START Listed records
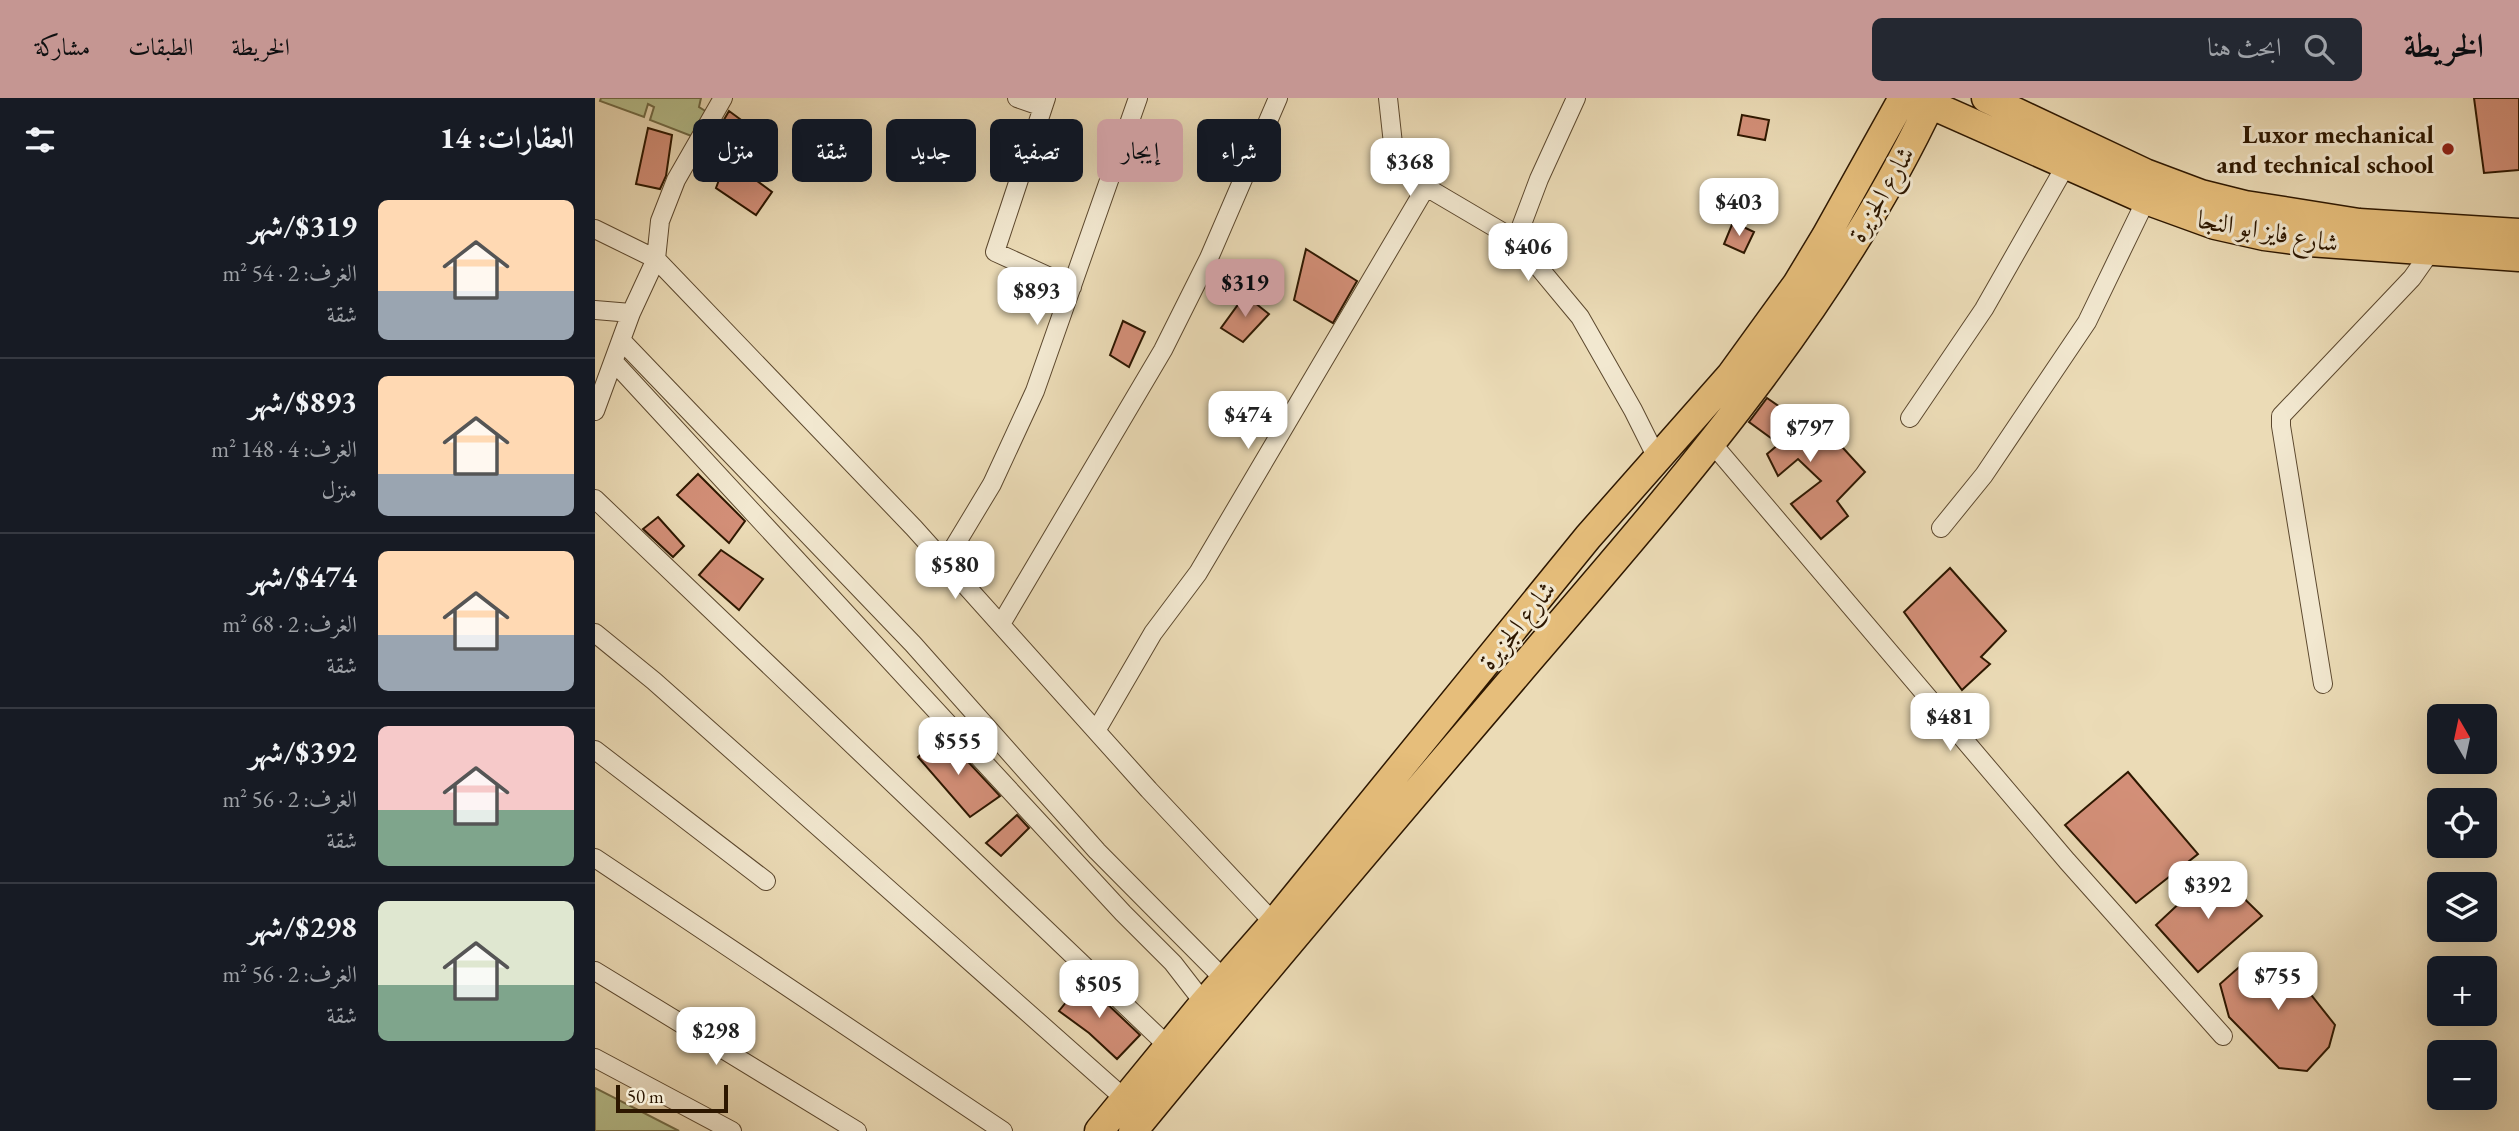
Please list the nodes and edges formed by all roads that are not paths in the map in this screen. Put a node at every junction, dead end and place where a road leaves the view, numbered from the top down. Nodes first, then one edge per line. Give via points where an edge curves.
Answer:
1 (723, 98) edge
2 (1017, 98) edge
3 (1138, 98) edge
4 (1277, 98) edge
5 (1388, 98) edge
6 (1576, 98) edge
7 (1986, 98) edge
8 (1920, 100) edge
9 (1045, 102) edge
10 (2066, 165) junction
11 (1426, 187) junction
12 (2146, 200) junction
13 (595, 229) edge
14 (2519, 233) edge
15 (2358, 235) junction
16 (1516, 240) junction
17 (2431, 251) junction
18 (2519, 257) edge
19 (656, 259) junction
20 (1072, 287) junction
21 (595, 310) edge
22 (631, 313) junction
23 (621, 340) junction
24 (614, 362) junction
25 (595, 411) edge
26 (1910, 418) dead end
27 (1711, 442) junction
28 (1658, 460) junction
29 (595, 499) edge
30 (1941, 528) dead end
31 (1588, 537) junction
32 (1616, 558) junction
33 (945, 562) junction
34 (1001, 624) junction
35 (595, 633) edge
36 (2323, 684) dead end
37 (1096, 731) junction
38 (595, 750) edge
39 (595, 858) edge
40 (766, 881) dead end
41 (1282, 928) junction
42 (595, 971) edge
43 (1224, 980) junction
44 (1204, 1003) junction
45 (2223, 1036) dead end
46 (1170, 1047) junction
47 (595, 1058) edge
48 (1125, 1099) junction
49 (732, 1131) edge
50 (857, 1131) edge
51 (1003, 1131) edge
52 (1099, 1131) edge
53 (1133, 1131) edge

1 - 19 street via 676,180 660,221
2 - 9 street
3 - 20 street
4 - 34 street via 1209,258 1163,350
5 - 11 street via 1395,153 1404,170
6 - 16 street
7 - 15 main road, شارع فايز ابو النجا via 2145,173 2201,194
8 - 10 main road, شارع فايز ابو النجا
8 - 27 main road, شارع الجزيرة via 1899,164 1831,280
8 - 28 main road, شارع الجزيرة via 1731,375
9 - 20 street via 995,252
10 - 12 main road, شارع فايز ابو النجا
10 - 26 street via 1984,309
11 - 16 street
11 - 37 street via 1198,573 1153,633
12 - 15 main road, شارع فايز ابو النجا via 2194,219 2264,236
12 - 30 street via 2087,322 1984,475
13 - 19 street
14 - 15 main road, شارع فايز ابو النجا
15 - 17 main road, شارع فايز ابو النجا
16 - 28 street via 1580,317
17 - 18 main road, شارع فايز ابو النجا
17 - 36 street via 2280,420
19 - 22 street
19 - 33 street
20 - 33 street via 1035,391 1003,461
21 - 22 street
22 - 23 street
23 - 24 street
23 - 43 street via 913,644 1097,851
24 - 25 street
24 - 44 street via 1173,963
27 - 32 main road, شارع الجزيرة
27 - 45 street via 2067,861
28 - 31 main road, شارع الجزيرة
29 - 46 street
31 - 32 main road
31 - 41 main road, شارع الجزيرة
32 - 41 main road, شارع الجزيرة
33 - 34 street
34 - 37 street
35 - 48 street
37 - 41 street
38 - 40 street
39 - 51 street
41 - 43 main road, شارع الجزيرة
41 - 53 main road, شارع الجزيرة
42 - 50 street
43 - 44 main road, شارع الجزيرة
44 - 46 main road, شارع الجزيرة
46 - 48 main road, شارع الجزيرة
47 - 49 street
48 - 52 main road, شارع الجزيرة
END Listed records
§ About this exercise: A verbatim copy of the records above, without pictures, is required.

§ Task answer:
Please list the nodes and edges formed by all roads that are not paths in the map in this screen. Put a node at every junction, dead end and place where a road leaves the view, numbered from the top down. Nodes first, then one edge per line. Give via points where an edge curves.
Answer:
1 (723, 98) edge
2 (1017, 98) edge
3 (1138, 98) edge
4 (1277, 98) edge
5 (1388, 98) edge
6 (1576, 98) edge
7 (1986, 98) edge
8 (1920, 100) edge
9 (1045, 102) edge
10 (2066, 165) junction
11 (1426, 187) junction
12 (2146, 200) junction
13 (595, 229) edge
14 (2519, 233) edge
15 (2358, 235) junction
16 (1516, 240) junction
17 (2431, 251) junction
18 (2519, 257) edge
19 (656, 259) junction
20 (1072, 287) junction
21 (595, 310) edge
22 (631, 313) junction
23 (621, 340) junction
24 (614, 362) junction
25 (595, 411) edge
26 (1910, 418) dead end
27 (1711, 442) junction
28 (1658, 460) junction
29 (595, 499) edge
30 (1941, 528) dead end
31 (1588, 537) junction
32 (1616, 558) junction
33 (945, 562) junction
34 (1001, 624) junction
35 (595, 633) edge
36 (2323, 684) dead end
37 (1096, 731) junction
38 (595, 750) edge
39 (595, 858) edge
40 (766, 881) dead end
41 (1282, 928) junction
42 (595, 971) edge
43 (1224, 980) junction
44 (1204, 1003) junction
45 (2223, 1036) dead end
46 (1170, 1047) junction
47 (595, 1058) edge
48 (1125, 1099) junction
49 (732, 1131) edge
50 (857, 1131) edge
51 (1003, 1131) edge
52 (1099, 1131) edge
53 (1133, 1131) edge

1 - 19 street via 676,180 660,221
2 - 9 street
3 - 20 street
4 - 34 street via 1209,258 1163,350
5 - 11 street via 1395,153 1404,170
6 - 16 street
7 - 15 main road, شارع فايز ابو النجا via 2145,173 2201,194
8 - 10 main road, شارع فايز ابو النجا
8 - 27 main road, شارع الجزيرة via 1899,164 1831,280
8 - 28 main road, شارع الجزيرة via 1731,375
9 - 20 street via 995,252
10 - 12 main road, شارع فايز ابو النجا
10 - 26 street via 1984,309
11 - 16 street
11 - 37 street via 1198,573 1153,633
12 - 15 main road, شارع فايز ابو النجا via 2194,219 2264,236
12 - 30 street via 2087,322 1984,475
13 - 19 street
14 - 15 main road, شارع فايز ابو النجا
15 - 17 main road, شارع فايز ابو النجا
16 - 28 street via 1580,317
17 - 18 main road, شارع فايز ابو النجا
17 - 36 street via 2280,420
19 - 22 street
19 - 33 street
20 - 33 street via 1035,391 1003,461
21 - 22 street
22 - 23 street
23 - 24 street
23 - 43 street via 913,644 1097,851
24 - 25 street
24 - 44 street via 1173,963
27 - 32 main road, شارع الجزيرة
27 - 45 street via 2067,861
28 - 31 main road, شارع الجزيرة
29 - 46 street
31 - 32 main road
31 - 41 main road, شارع الجزيرة
32 - 41 main road, شارع الجزيرة
33 - 34 street
34 - 37 street
35 - 48 street
37 - 41 street
38 - 40 street
39 - 51 street
41 - 43 main road, شارع الجزيرة
41 - 53 main road, شارع الجزيرة
42 - 50 street
43 - 44 main road, شارع الجزيرة
44 - 46 main road, شارع الجزيرة
46 - 48 main road, شارع الجزيرة
47 - 49 street
48 - 52 main road, شارع الجزيرة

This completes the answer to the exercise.